World-renowned science fiction writer Arthur Clarke is credited with observing, “We need to educate our children for their future, not our past.” The challenge of educating young people to be successful in the 21st Century continues to be at the core of our work as teacher educators and as partners with P-12 schools. We readily acknowledge that an informed citizenry has been and continues to be critical to our future as a democracy. It is imperative, then, that our P-12 schools, central to ensuring the development of a well educated citizenry, are staffed by teachers who continuously have a positive impact on all P-12 students.
Given the broad societal purposes of P-12 education and the increasingly complex demands of teaching and learning in schools today, it is crucial that those who teach in our schools have the knowledge, skills, and dispositions that will enable them to have a positive impact on all P-12 learners. As young people progress through school from pre-kindergarten to high school graduation, they deserve to be guided by teachers, administrators, and counselors who are skilled at and committed to making student learning the centerpiece of their professional commitment. Teachers need to have sufficient knowledge of content to meet local, state, and national standards for P-12 education; they need to be able to demonstrate the skills and dispositions necessary to positively influence the learning of students in a culturally and linguistically diverse society; they must engage students in meaningful activity that promotes the development of critical thinking, problem solving, and performance skills; they need to be able to plan for and provide creative, contemporary teaching and learning activities based on the special and unique needs of the students they are serving; they need to use comprehensive assessment strategies to evaluate every aspect of student achievement and to provide feedback to students as they develop intellectually, emotionally, and socially; and they need to continuously evaluate the impact of their work with students, reflecting on their success as teachers and addressing their needs for continuing professional improvement.
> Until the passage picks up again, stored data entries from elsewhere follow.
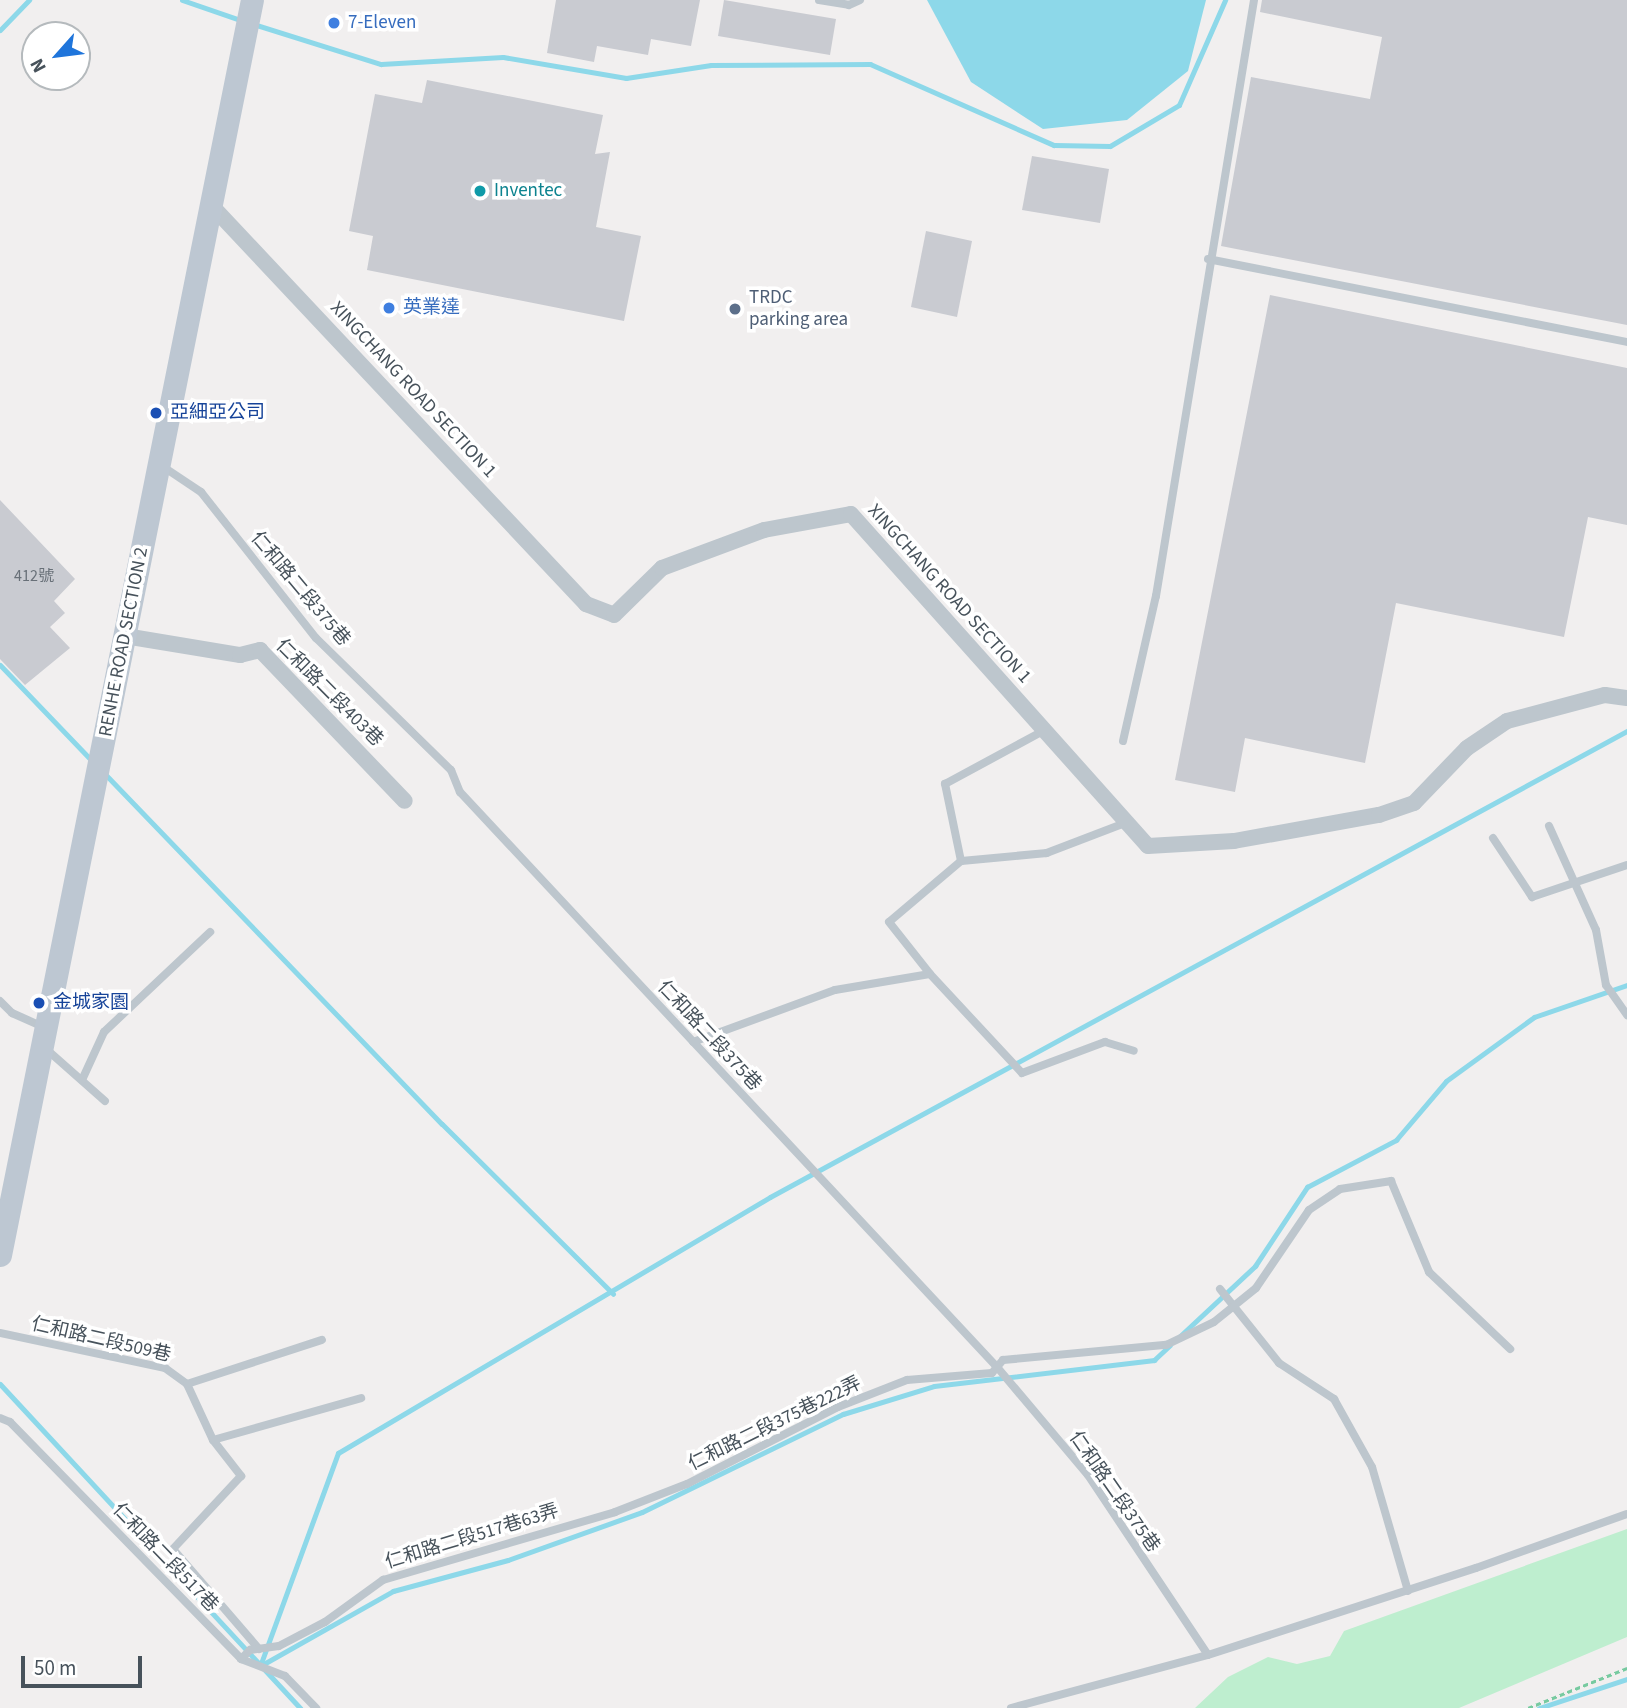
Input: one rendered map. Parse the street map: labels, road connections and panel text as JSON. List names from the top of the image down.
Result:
{
  "streets": {
    "main road": ["RENHE ROAD SECTION 2"],
    "street": ["XINGCHANG ROAD SECTION 1", "仁和路二段403巷"],
    "lane": [
      "仁和路二段375巷",
      "仁和路二段509巷",
      "仁和路二段375巷222弄",
      "仁和路二段517巷63弄",
      "仁和路二段517巷"
    ]
  },
  "crossings": [
    ["XINGCHANG ROAD SECTION 1", "RENHE ROAD SECTION 2"],
    ["仁和路二段375巷", "RENHE ROAD SECTION 2"],
    ["仁和路二段375巷", "仁和路二段375巷222弄"],
    ["RENHE ROAD SECTION 2", "仁和路二段403巷"],
    ["仁和路二段509巷", "仁和路二段517巷63弄"],
    ["仁和路二段375巷222弄", "仁和路二段517巷63弄"],
    ["仁和路二段517巷63弄", "仁和路二段517巷"]
  ],
  "places": [
    "7-Eleven",
    "Inventec",
    "英業達",
    "TRDC parking area",
    "亞細亞公司",
    "金城家園"
  ],
  "house_numbers": ["412號"],
  "scale_bar": "50 m",
  "north": "bottom left"
}
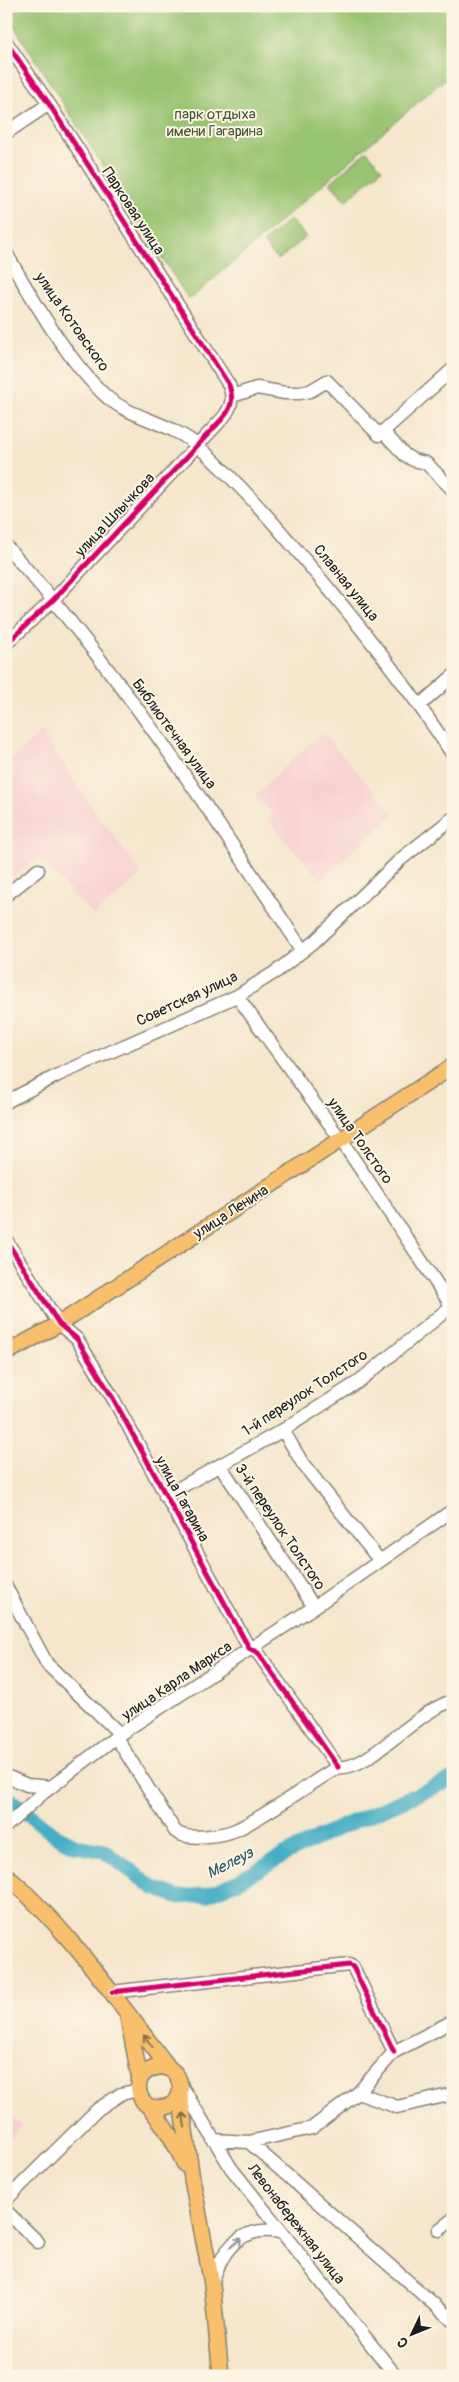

Focusing, therefore, on the outcome of education--student learning--it is vital that teachers have the means to reach that outcome by having (a) a solid base of knowledge about the subject areas they will teach and about pedagogy, (b) an array of pedagogical and professional skills, and (c) a set of professional dispositions conducive to P-12 learning. In addition, they must have the ability to apply their knowledge, skills, and dispositions in ways that will result in positive learning for all students with whom they work. To ensure the success of their students, teachers need to be able to assess student needs, design and implement curriculum and instruction that will address those needs, and accurately evaluate the impact and effectiveness of their curriculum and instruction on all P-12 learners.
In researching effective strategies and programs that facilitate the goal of positively impacting student learning, it is easy to find a common set of expectations and a central theme: effective instruction requires effective assessment. From the Baldridge National Quality Program to the National Research Council (NRC), it is clear that teacher preparation and professional development require an explicit commitment to assessing P-12 student learning. A 2001 NRC study committee concluded:
Instruction in how students learn and how learning can be assessed should be a major component of teacher pre-service and professional development programs. The training should be linked to actual experience in classrooms in assessing and interpreting the development of student competence. To ensure that this occurs, state and national standards for teacher licensure and program accreditation should include specific requirements focused on the proper integration of learning and assessment in teachers’ educational experience. (p.309)
At The College at Brockport, to ensure that candidates have a positive impact on P-12 student learning, we agree with the need to link assessment with instruction, and we stand committed to the NCATE expectation that, in the initial and continuing preparation of teachers, teacher candidates should be able to “accurately assess and analyze student learning, make appropriate adjustments to instruction, monitor student learning, and have a positive effect on learning for all students.” Further, we believe that other professional school personnel prepared at The College at Brockport--counselors and administrators--should be able to critique and reflect “on their work within the context of student learning,” and they should be able to “establish educational environments that support student learning, collect and analyze data related to student learning, and apply strategies for improving student learning within their own jobs and schools.” (NCATE Standards, Chapter 2, pp.16-17)
We believe that the framework provided by Emerson Elliot, Director of Special Projects at NCATE, captures the essential requirements facing teacher candidates as they progress through coursework and fieldwork and as they assess the impact of their teaching on P-12 student learning. The evidence comes from a cluster of activities in which a teacher candidate:
Finally, we believe that connecting student learning more closely to our teacher education program is both educationally sound and a professionally appropriate way to ensure our P-12 partners that teacher education at The College at Brockport is committed to facilitating teaching and learning that will have a positive and lasting impact on P-12 student achievement.